El Monasterio Dongyuan y el Acantilado de la Melodía Misericordiosa estaban entre los ocho.
Han Shenbo también era discípulo de un Santuario llamado Valle Hong’an.
Si un nuevo imperio iba a nacer, debía ser reconocido por los Ocho Santuarios.
—Tu hermano pequeño es el Monje Supremo de la Región del Desierto del Norte.
¿Qué te pasó?
¿Por qué eres tan débil?
—Él podía enfrentarse a Xian Xianghua cara a cara, pero ¿cómo es que tú ni siquiera puedes derrotar a Lin Guanyu?
Zhou Xuanji dijo con desprecio, lo que trajo los pensamientos del Anciano Daoya de vuelta a la realidad.
Miró fijamente a su gran discípulo y lo reprendió.
—¡¿Que soy débil?!
Si yo fuera débil, ¿cómo seguirías vivo?
¿Dónde está tu conciencia?
Eres igual que tu madre, un desagradecido…
Regañaba sin cesar con tal intensidad que su saliva voló directamente a la cara de Zhou Xuanji.
Jiang Xue vio esto y rápidamente apartó a Xuanji.
Los demás estallaron en carcajadas.
Entre ellos, solo el Anciano Daoya se atrevía a hablarle así a Zhou Xuanji.
No sabían si reír o llorar.
El grupo continuó avanzando.
—¿Es la Secta Tanhua realmente tan poderosa?

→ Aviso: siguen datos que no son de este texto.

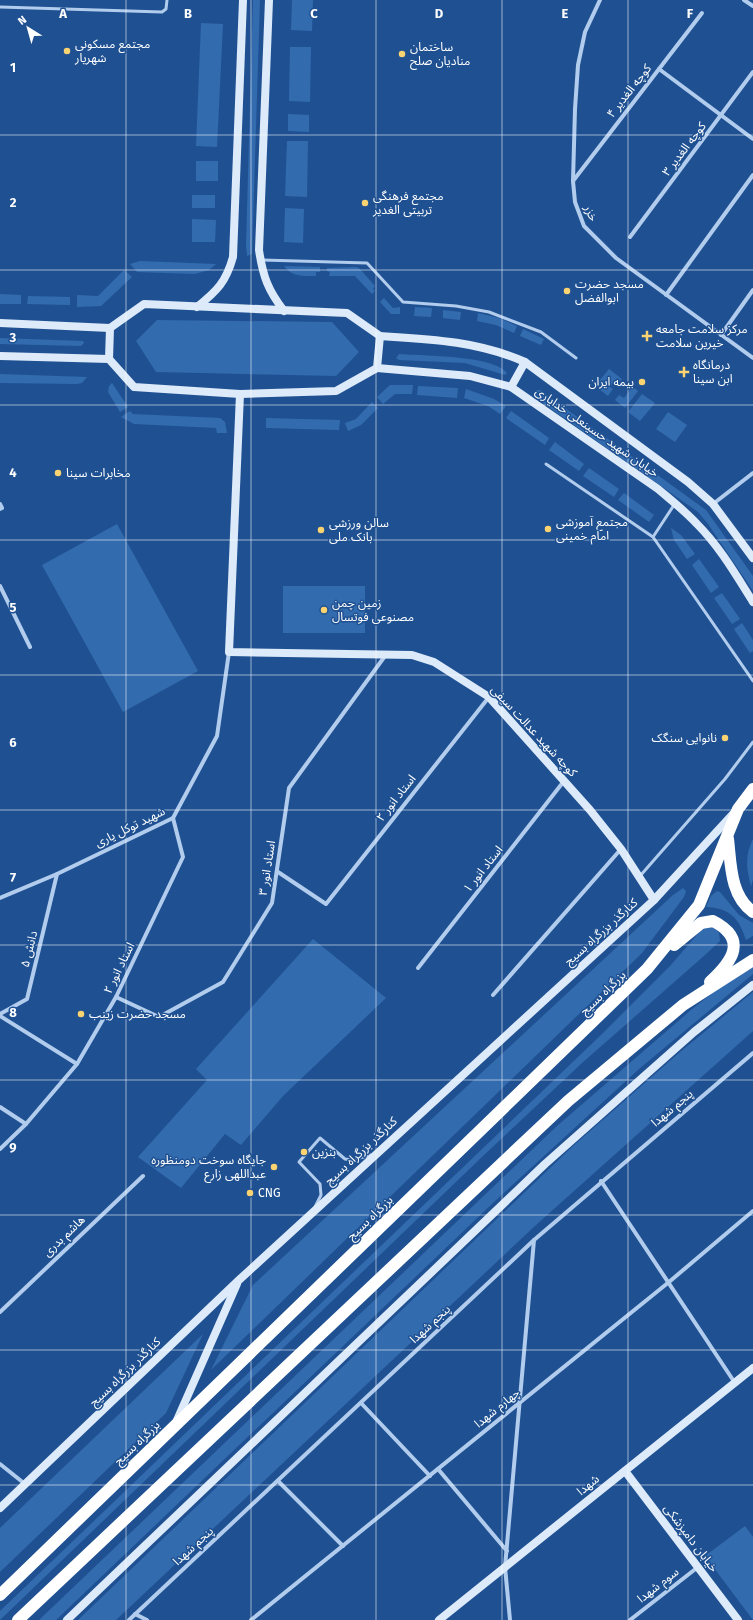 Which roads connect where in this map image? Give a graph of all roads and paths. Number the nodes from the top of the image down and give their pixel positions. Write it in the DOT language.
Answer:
graph roads {
  1 [pos="167,0"];
  2 [pos="243,0"];
  3 [pos="269,0"];
  4 [pos="600,0"];
  5 [pos="744,0"];
  6 [pos="753,6"];
  7 [pos="0,7"];
  8 [pos="702,13"];
  9 [pos="659,69"];
  10 [pos="753,72"];
  11 [pos="721,116"];
  12 [pos="753,139"];
  13 [pos="753,175"];
  14 [pos="572,181"];
  15 [pos="630,237"];
  16 [pos="260,260"];
  17 [pos="753,290"];
  18 [pos="666,295"];
  19 [pos="197,307"];
  20 [pos="284,311"];
  21 [pos="0,323"];
  22 [pos="110,328"];
  23 [pos="721,335"];
  24 [pos="380,336"];
  25 [pos="0,356"];
  26 [pos="576,358"];
  27 [pos="753,358"];
  28 [pos="109,359"];
  29 [pos="525,362"];
  30 [pos="377,368"];
  31 [pos="511,387"];
  32 [pos="240,394"];
  33 [pos="546,464"];
  34 [pos="753,473"];
  35 [pos="675,504"];
  36 [pos="713,504"];
  37 [pos="653,537"];
  38 [pos="753,558"];
  39 [pos="0,586"];
  40 [pos="753,602"];
  41 [pos="30,647"];
  42 [pos="228,652"];
  43 [pos="385,656"];
  44 [pos="753,681"];
  45 [pos="489,697"];
  46 [pos="753,742"];
  47 [pos="564,781"];
  48 [pos="753,789"];
  49 [pos="738,809"];
  50 [pos="173,818"];
  51 [pos="728,838"];
  52 [pos="621,849"];
  53 [pos="278,872"];
  54 [pos="58,874"];
  55 [pos="640,876"];
  56 [pos="0,898"];
  57 [pos="654,900"];
  58 [pos="753,912"];
  59 [pos="753,960"];
  60 [pos="418,968"];
  61 [pos="647,969"];
  62 [pos="753,985"];
  63 [pos="493,995"];
  64 [pos="116,997"];
  65 [pos="683,1005"];
  66 [pos="0,1015"];
  67 [pos="753,1053"];
  68 [pos="77,1064"];
  69 [pos="0,1107"];
  70 [pos="26,1124"];
  71 [pos="0,1149"];
  72 [pos="375,1154"];
  73 [pos="143,1176"];
  74 [pos="601,1181"];
  75 [pos="753,1211"];
  76 [pos="313,1212"];
  77 [pos="534,1240"];
  78 [pos="239,1280"];
  79 [pos="669,1282"];
  80 [pos="0,1312"];
  81 [pos="753,1368"];
  82 [pos="735,1383"];
  83 [pos="520,1402"];
  84 [pos="361,1403"];
  85 [pos="174,1426"];
  86 [pos="0,1464"];
  87 [pos="438,1469"];
  88 [pos="625,1471"];
  89 [pos="430,1476"];
  90 [pos="278,1481"];
  91 [pos="25,1484"];
  92 [pos="0,1508"];
  93 [pos="344,1546"];
  94 [pos="506,1551"];
  95 [pos="698,1566"];
  96 [pos="505,1567"];
  97 [pos="0,1595"];
  98 [pos="135,1614"];
  99 [pos="18,1620"];
  100 [pos="67,1620"];
  101 [pos="129,1620"];
  102 [pos="147,1620"];
  103 [pos="251,1620"];
  104 [pos="439,1620"];
  105 [pos="510,1620"];
  106 [pos="630,1620"];
  107 [pos="738,1620"];
  1 -- 7 [label="lane"];
  2 -- 19 [label="street"];
  3 -- 16 [label="street"];
  4 -- 14 [label="street, خزر"];
  5 -- 6 [label="street"];
  8 -- 9 [label="street, کوچه الغدیر ۴"];
  9 -- 11 [label="street"];
  9 -- 14 [label="street, کوچه الغدیر ۴"];
  10 -- 11 [label="street, کوچه الغدیر ۳"];
  11 -- 12 [label="street"];
  11 -- 15 [label="street, کوچه الغدیر ۳"];
  13 -- 18 [label="street"];
  14 -- 18 [label="street, خزر"];
  16 -- 20 [label="street"];
  16 -- 26 [label="lane"];
  17 -- 23 [label="street"];
  18 -- 23 [label="street, خزر"];
  19 -- 20 [label="street"];
  19 -- 22 [label="street"];
  20 -- 24 [label="street"];
  21 -- 22 [label="street"];
  22 -- 28 [label="street"];
  23 -- 27 [label="street, خزر"];
  24 -- 29 [label="street, خیابان شهید حسینعلی خدایاری"];
  24 -- 30 [label="street"];
  25 -- 28 [label="street"];
  28 -- 32 [label="street"];
  29 -- 31 [label="street"];
  29 -- 36 [label="street, خیابان شهید حسینعلی خدایاری"];
  30 -- 31 [label="street, خیابان شهید حسینعلی خدایاری"];
  30 -- 32 [label="street"];
  31 -- 35 [label="street, خیابان شهید حسینعلی خدایاری"];
  32 -- 42 [label="street"];
  33 -- 37 [label="lane"];
  34 -- 36 [label="street"];
  35 -- 37 [label="lane"];
  35 -- 40 [label="street, خیابان شهید حسینعلی خدایاری"];
  36 -- 38 [label="street, خیابان شهید حسینعلی خدایاری"];
  37 -- 44 [label="lane"];
  39 -- 41 [label="street"];
  42 -- 43 [label="street, کوچه شهید عدالت سیفی"];
  42 -- 50 [label="street, شهید توکل یاری"];
  43 -- 45 [label="street, کوچه شهید عدالت سیفی"];
  43 -- 53 [label="street, استاد انور ۳"];
  45 -- 47 [label="street, کوچه شهید عدالت سیفی"];
  45 -- 53 [label="street, استاد انور ۲"];
  46 -- 55 [label="lane"];
  47 -- 52 [label="street, کوچه شهید عدالت سیفی"];
  47 -- 60 [label="street, استاد انور ۱"];
  48 -- 49 [label="highway, بزرگراه بسیج"];
  49 -- 51 [label="highway, بزرگراه بسیج"];
  49 -- 57 [label="street, کنارگذر بزرگراه بسیج"];
  50 -- 54 [label="street, شهید توکل یاری"];
  50 -- 64 [label="street, استاد انور ۲"];
  51 -- 58 [label="highway"];
  51 -- 61 [label="highway, بزرگراه بسیج"];
  52 -- 55 [label="street, کوچه شهید عدالت سیفی"];
  52 -- 63 [label="street"];
  53 -- 64 [label="street, استاد انور ۳"];
  54 -- 56 [label="street, شهید توکل یاری"];
  54 -- 66 [label="street, دانش ۵"];
  55 -- 57 [label="street, کوچه شهید عدالت سیفی"];
  57 -- 72 [label="street, کنارگذر بزرگراه بسیج"];
  59 -- 65 [label="highway"];
  61 -- 65 [label="highway"];
  61 -- 85 [label="highway, بزرگراه بسیج"];
  62 -- 100 [label="street"];
  64 -- 68 [label="street, استاد انور ۲"];
  65 -- 99 [label="highway"];
  66 -- 68 [label="street"];
  67 -- 74 [label="street, پنجم شهدا"];
  68 -- 70 [label="street, استاد انور ۲"];
  69 -- 70 [label="street"];
  70 -- 71 [label="street, استاد انور ۲"];
  72 -- 76 [label="street, کنارگذر بزرگراه بسیج"];
  72 -- 76 [label="lane"];
  73 -- 80 [label="street, هاشم بدری"];
  74 -- 77 [label="street, پنجم شهدا"];
  74 -- 79 [label="street"];
  75 -- 79 [label="street, چهارم شهدا"];
  76 -- 78 [label="street, کنارگذر بزرگراه بسیج"];
  77 -- 83 [label="street"];
  77 -- 84 [label="street, پنجم شهدا"];
  78 -- 85 [label="street"];
  78 -- 91 [label="street, کنارگذر بزرگراه بسیج"];
  79 -- 82 [label="street"];
  79 -- 83 [label="street, چهارم شهدا"];
  81 -- 82 [label="street, شهدا"];
  82 -- 88 [label="street, شهدا"];
  83 -- 87 [label="street, چهارم شهدا"];
  83 -- 94 [label="street"];
  84 -- 89 [label="street"];
  84 -- 90 [label="street, پنجم شهدا"];
  85 -- 97 [label="highway, بزرگراه بسیج"];
  86 -- 91 [label="street"];
  87 -- 89 [label="street, چهارم شهدا"];
  87 -- 94 [label="street"];
  88 -- 95 [label="street, خیابان دامپزشکی"];
  88 -- 96 [label="street, شهدا"];
  89 -- 93 [label="street, چهارم شهدا"];
  90 -- 93 [label="street"];
  90 -- 98 [label="street, پنجم شهدا"];
  91 -- 92 [label="street, کنارگذر بزرگراه بسیج"];
  93 -- 103 [label="street, چهارم شهدا"];
  94 -- 96 [label="street"];
  95 -- 106 [label="street, سوم شهدا"];
  95 -- 107 [label="street, خیابان دامپزشکی"];
  96 -- 104 [label="street, شهدا"];
  96 -- 105 [label="street"];
  98 -- 101 [label="street, پنجم شهدا"];
  98 -- 102 [label="street"];
}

¿Incluso el Monje Supremo de la Región del Desierto del Norte tiene que ir personalmente?
Preguntó Zhao Congjian con curiosidad.
Sintió que se había encontrado con un mundo completamente nuevo.
El Anciano Daoya caminó hacia el frente.
Sacudió la cabeza y sonrió.
—En aquel entonces, la Secta Tanhua era imparable en la Región del Desierto del Norte.
El Diablo Antiguo era invencible.
Todos los imperios tenían que tomarlo en serio.
¿Tan poderosa?
Zhou Xuanji enarcó una ceja, pero no sentía ninguna simpatía por Xian Xianghua.
Era mejor que la vieja demonio muriera en el Acantilado Duantian.
La existencia de Xian Xianghua era una mancha de vergüenza en su vida.
Nunca antes había actuado con tanta cobardía.
—Ahora, la Secta Tanhua está lejos de ser lo que era.
Aparte de la proeza de Xian Xianghua, los demás son meras alimañas a las que todo el mundo quiere dar una paliza.
Dijo el Anciano Daoya con una risita, pero su voz estaba llena de emociones.
El mundo era así.
El péndulo del destino oscilaba de un lado a otro.
El éxito y el fracaso siempre se sucedían.
—Deja de suspirar con asombro.
¿Podría ser que quieres salvar a esa vieja demonio?
Zhou Xuanji puso los ojos en blanco y dijo de mala gana.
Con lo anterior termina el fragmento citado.